Aim of the task ▸
Extract from the entries below, exactly as given, only the lines from the line containing "round_rect(x - e, y" to the line containing "cairo_set_miter_limit(ctx, 4);", both lines included.

※ ※ ※

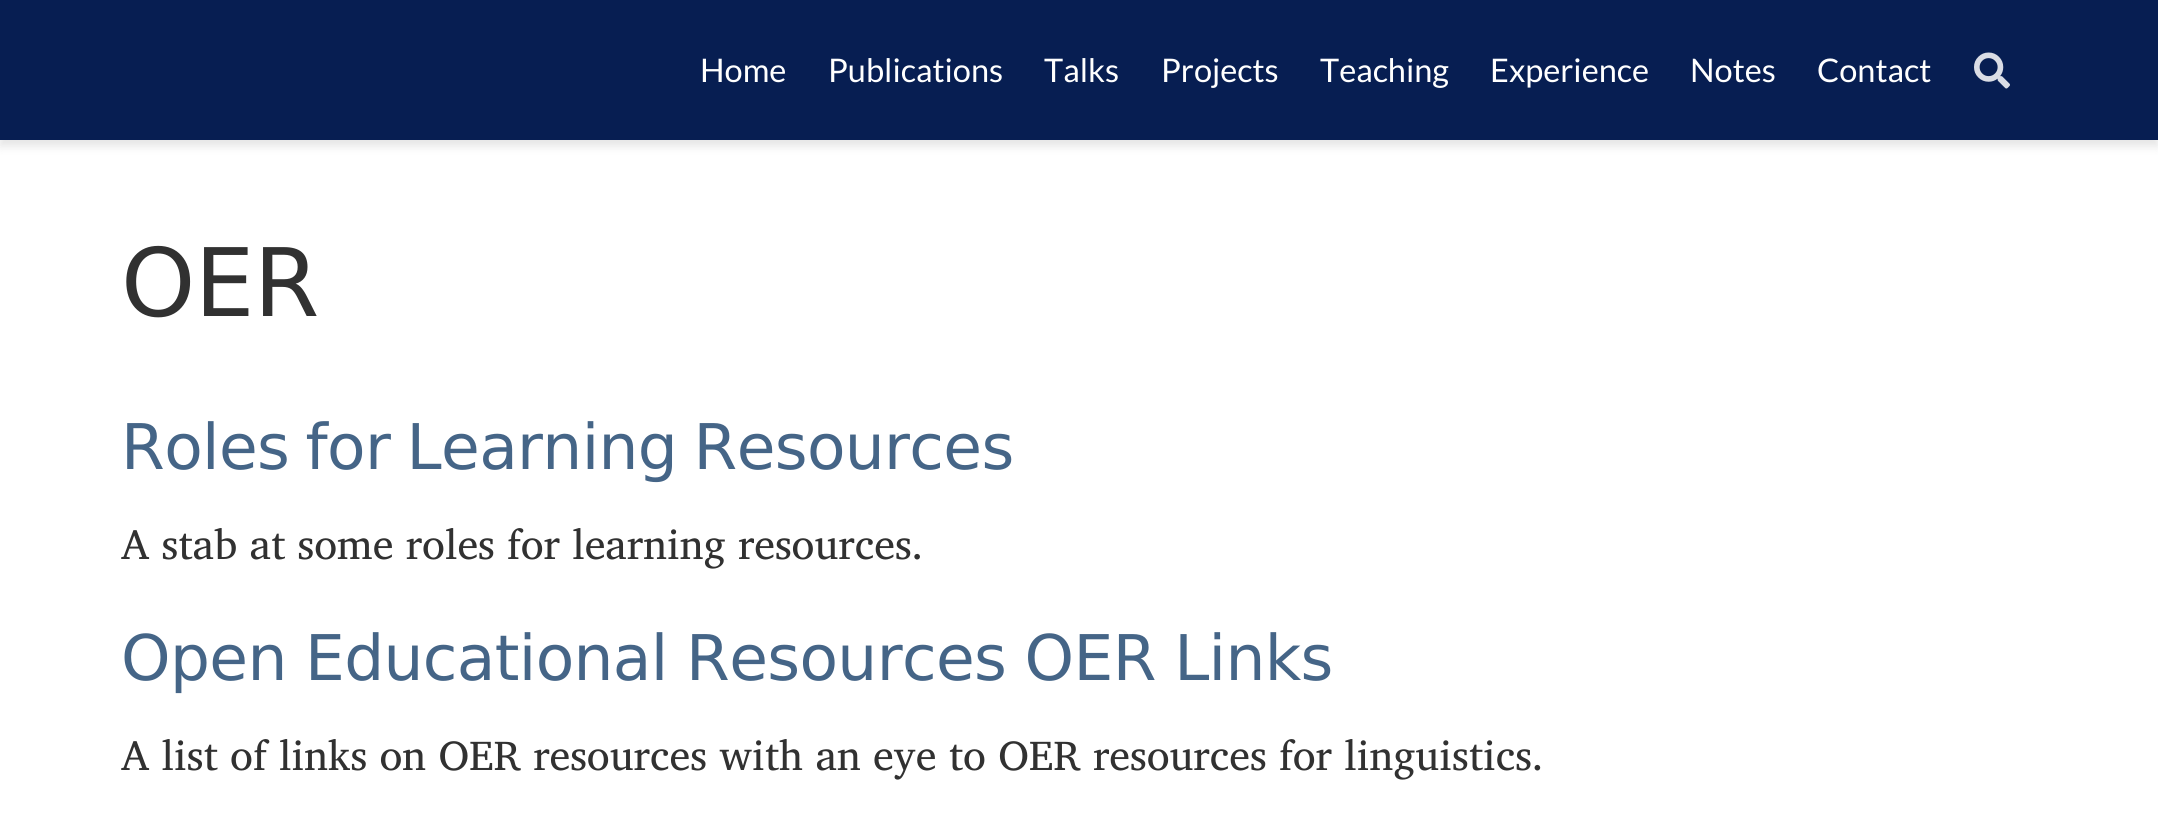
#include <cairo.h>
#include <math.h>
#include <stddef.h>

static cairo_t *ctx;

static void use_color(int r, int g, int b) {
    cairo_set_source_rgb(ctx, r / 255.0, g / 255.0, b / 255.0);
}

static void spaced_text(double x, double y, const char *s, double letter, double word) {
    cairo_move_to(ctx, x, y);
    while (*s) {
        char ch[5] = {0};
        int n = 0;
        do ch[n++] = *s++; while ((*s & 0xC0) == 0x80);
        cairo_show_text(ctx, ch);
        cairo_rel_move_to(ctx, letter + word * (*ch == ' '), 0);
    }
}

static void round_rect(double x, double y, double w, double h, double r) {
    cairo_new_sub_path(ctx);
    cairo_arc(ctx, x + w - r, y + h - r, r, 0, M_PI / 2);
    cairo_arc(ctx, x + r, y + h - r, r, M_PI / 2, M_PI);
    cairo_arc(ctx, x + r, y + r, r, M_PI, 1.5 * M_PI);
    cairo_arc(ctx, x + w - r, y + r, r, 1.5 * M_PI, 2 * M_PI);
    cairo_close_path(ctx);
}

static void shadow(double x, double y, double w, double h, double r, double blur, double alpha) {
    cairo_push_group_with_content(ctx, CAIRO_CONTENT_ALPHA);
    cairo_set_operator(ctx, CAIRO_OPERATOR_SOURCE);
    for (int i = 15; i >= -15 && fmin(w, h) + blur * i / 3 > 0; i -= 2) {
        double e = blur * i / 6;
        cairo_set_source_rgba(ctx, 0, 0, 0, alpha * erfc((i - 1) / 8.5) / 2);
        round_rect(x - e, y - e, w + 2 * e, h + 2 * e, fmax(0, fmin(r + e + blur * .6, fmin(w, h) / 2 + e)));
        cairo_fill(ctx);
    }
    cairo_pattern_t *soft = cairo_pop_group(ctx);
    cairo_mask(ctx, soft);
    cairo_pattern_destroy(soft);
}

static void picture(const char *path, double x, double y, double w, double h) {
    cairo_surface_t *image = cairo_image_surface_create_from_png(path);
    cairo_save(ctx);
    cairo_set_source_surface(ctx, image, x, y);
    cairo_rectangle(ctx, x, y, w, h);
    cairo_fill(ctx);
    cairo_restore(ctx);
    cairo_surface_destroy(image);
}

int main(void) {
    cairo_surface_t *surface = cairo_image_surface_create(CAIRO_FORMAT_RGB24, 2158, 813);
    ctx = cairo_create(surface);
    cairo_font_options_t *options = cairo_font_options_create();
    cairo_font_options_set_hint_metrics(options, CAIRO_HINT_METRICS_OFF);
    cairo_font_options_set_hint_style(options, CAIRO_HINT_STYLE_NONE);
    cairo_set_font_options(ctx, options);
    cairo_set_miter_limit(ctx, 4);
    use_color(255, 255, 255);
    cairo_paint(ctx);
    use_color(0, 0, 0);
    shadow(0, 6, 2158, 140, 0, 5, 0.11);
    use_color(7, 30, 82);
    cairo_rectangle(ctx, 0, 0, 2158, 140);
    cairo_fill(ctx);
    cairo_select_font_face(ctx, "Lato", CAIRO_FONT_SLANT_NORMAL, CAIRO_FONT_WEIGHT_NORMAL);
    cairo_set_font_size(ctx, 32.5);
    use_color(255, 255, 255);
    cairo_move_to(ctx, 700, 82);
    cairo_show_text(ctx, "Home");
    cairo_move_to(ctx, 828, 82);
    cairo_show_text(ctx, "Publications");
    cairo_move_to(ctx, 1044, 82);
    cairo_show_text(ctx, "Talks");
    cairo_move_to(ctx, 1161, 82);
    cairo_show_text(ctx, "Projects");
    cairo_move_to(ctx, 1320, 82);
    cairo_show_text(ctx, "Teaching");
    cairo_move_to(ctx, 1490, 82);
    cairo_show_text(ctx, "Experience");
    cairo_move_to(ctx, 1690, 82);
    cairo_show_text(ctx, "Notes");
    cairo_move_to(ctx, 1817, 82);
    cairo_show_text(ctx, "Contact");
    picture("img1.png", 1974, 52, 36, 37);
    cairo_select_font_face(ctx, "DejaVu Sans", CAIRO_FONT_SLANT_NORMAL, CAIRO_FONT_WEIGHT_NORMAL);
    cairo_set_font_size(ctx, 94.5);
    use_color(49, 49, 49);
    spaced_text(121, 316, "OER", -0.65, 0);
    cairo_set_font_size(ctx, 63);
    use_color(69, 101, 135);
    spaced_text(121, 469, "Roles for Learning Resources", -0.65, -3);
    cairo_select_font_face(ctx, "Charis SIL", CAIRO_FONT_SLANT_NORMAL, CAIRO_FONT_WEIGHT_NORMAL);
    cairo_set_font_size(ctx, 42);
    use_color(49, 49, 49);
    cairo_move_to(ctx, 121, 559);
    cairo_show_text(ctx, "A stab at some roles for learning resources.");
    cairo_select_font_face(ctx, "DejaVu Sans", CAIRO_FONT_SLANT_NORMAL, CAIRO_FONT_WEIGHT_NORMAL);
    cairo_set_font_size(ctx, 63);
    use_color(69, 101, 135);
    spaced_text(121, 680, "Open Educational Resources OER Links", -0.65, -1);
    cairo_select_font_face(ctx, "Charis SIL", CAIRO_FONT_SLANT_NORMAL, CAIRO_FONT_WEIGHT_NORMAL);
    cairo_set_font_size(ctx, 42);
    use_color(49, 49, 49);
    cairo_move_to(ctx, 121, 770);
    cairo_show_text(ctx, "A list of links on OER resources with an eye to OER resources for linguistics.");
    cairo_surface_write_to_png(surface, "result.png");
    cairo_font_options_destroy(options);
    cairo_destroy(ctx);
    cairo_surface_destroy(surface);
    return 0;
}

※ ※ ※

Written answer ▸
        round_rect(x - e, y - e, w + 2 * e, h + 2 * e, fmax(0, fmin(r + e + blur * .6, fmin(w, h) / 2 + e)));
        cairo_fill(ctx);
    }
    cairo_pattern_t *soft = cairo_pop_group(ctx);
    cairo_mask(ctx, soft);
    cairo_pattern_destroy(soft);
}

static void picture(const char *path, double x, double y, double w, double h) {
    cairo_surface_t *image = cairo_image_surface_create_from_png(path);
    cairo_save(ctx);
    cairo_set_source_surface(ctx, image, x, y);
    cairo_rectangle(ctx, x, y, w, h);
    cairo_fill(ctx);
    cairo_restore(ctx);
    cairo_surface_destroy(image);
}

int main(void) {
    cairo_surface_t *surface = cairo_image_surface_create(CAIRO_FORMAT_RGB24, 2158, 813);
    ctx = cairo_create(surface);
    cairo_font_options_t *options = cairo_font_options_create();
    cairo_font_options_set_hint_metrics(options, CAIRO_HINT_METRICS_OFF);
    cairo_font_options_set_hint_style(options, CAIRO_HINT_STYLE_NONE);
    cairo_set_font_options(ctx, options);
    cairo_set_miter_limit(ctx, 4);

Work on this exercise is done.